━━━ DATA RECORDS
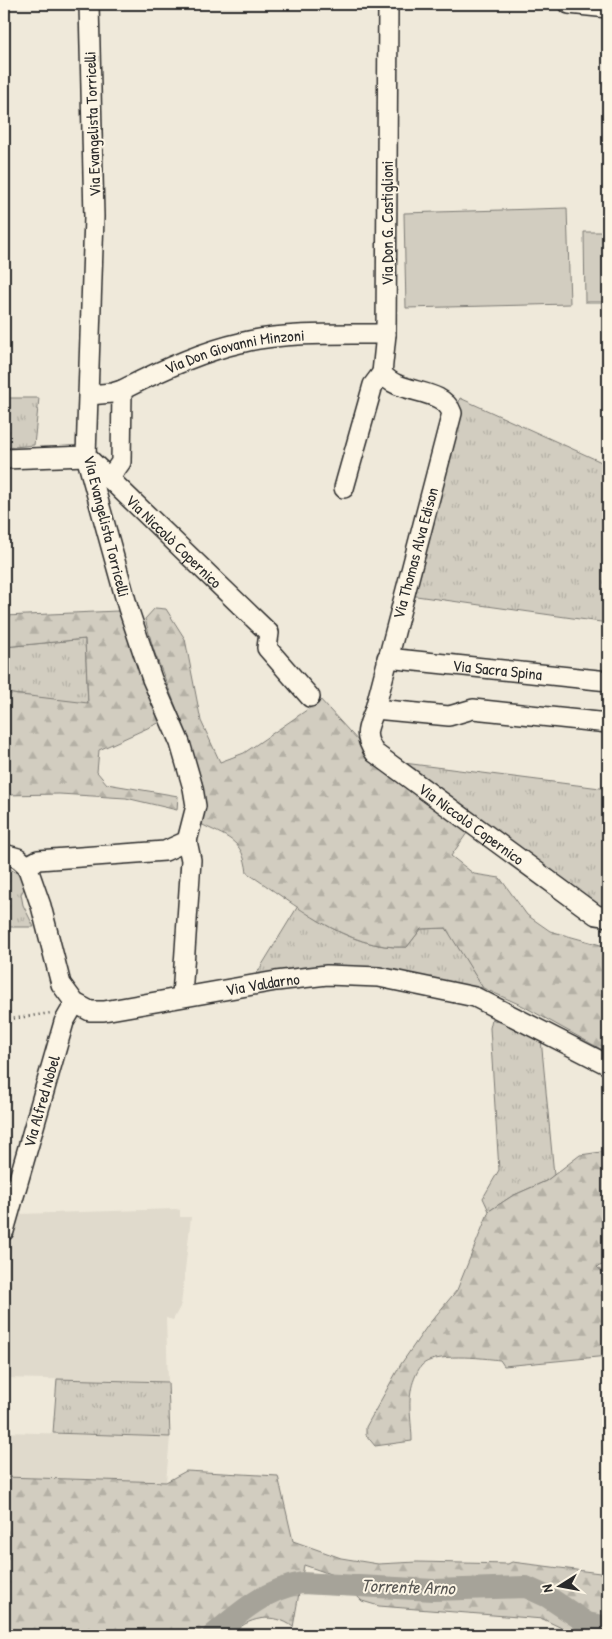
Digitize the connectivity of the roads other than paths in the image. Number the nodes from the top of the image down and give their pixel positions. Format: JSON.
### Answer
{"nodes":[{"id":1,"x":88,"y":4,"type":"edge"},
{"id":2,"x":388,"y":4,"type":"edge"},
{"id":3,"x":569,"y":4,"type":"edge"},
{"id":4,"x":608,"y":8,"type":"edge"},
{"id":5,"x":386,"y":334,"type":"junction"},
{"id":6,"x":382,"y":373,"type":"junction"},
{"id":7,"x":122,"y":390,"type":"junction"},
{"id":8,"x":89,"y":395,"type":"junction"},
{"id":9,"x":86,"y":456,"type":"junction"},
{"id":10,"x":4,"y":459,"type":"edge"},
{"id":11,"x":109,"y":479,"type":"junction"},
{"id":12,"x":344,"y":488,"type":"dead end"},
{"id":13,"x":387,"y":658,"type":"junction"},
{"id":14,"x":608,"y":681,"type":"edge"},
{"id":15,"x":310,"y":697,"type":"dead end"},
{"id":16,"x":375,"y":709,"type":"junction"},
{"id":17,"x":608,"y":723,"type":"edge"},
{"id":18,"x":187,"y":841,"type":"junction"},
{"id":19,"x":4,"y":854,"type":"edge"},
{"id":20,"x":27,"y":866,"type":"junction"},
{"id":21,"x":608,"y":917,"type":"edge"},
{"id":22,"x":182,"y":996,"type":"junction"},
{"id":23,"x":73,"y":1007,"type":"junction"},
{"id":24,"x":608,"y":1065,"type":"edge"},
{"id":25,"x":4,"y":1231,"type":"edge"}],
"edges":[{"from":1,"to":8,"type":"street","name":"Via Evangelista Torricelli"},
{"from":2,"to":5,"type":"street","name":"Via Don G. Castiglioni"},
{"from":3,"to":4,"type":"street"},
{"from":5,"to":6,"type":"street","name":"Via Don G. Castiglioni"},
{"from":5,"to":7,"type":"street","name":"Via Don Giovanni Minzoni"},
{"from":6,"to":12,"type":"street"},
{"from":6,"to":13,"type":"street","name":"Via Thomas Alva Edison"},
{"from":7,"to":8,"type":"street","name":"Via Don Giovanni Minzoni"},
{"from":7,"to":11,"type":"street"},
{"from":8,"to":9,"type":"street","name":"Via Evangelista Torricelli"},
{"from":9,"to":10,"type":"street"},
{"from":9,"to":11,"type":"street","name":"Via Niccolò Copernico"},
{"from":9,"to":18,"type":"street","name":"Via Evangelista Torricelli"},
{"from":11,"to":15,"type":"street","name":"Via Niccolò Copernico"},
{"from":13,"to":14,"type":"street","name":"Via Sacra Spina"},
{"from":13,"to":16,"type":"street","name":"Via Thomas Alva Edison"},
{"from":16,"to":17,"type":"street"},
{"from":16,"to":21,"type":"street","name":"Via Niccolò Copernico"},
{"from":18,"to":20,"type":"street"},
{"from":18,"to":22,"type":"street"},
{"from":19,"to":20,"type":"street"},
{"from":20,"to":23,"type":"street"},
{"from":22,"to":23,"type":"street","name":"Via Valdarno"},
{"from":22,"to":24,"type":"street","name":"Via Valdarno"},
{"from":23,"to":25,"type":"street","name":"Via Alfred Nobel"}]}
━━━━━━
### YOUR INSTRUCTIONS
A line belongs in the answer if it contains the word "Minzoni"; copy every such line from the data above.

### YOUR SOLUTION
{"from":5,"to":7,"type":"street","name":"Via Don Giovanni Minzoni"},
{"from":7,"to":8,"type":"street","name":"Via Don Giovanni Minzoni"},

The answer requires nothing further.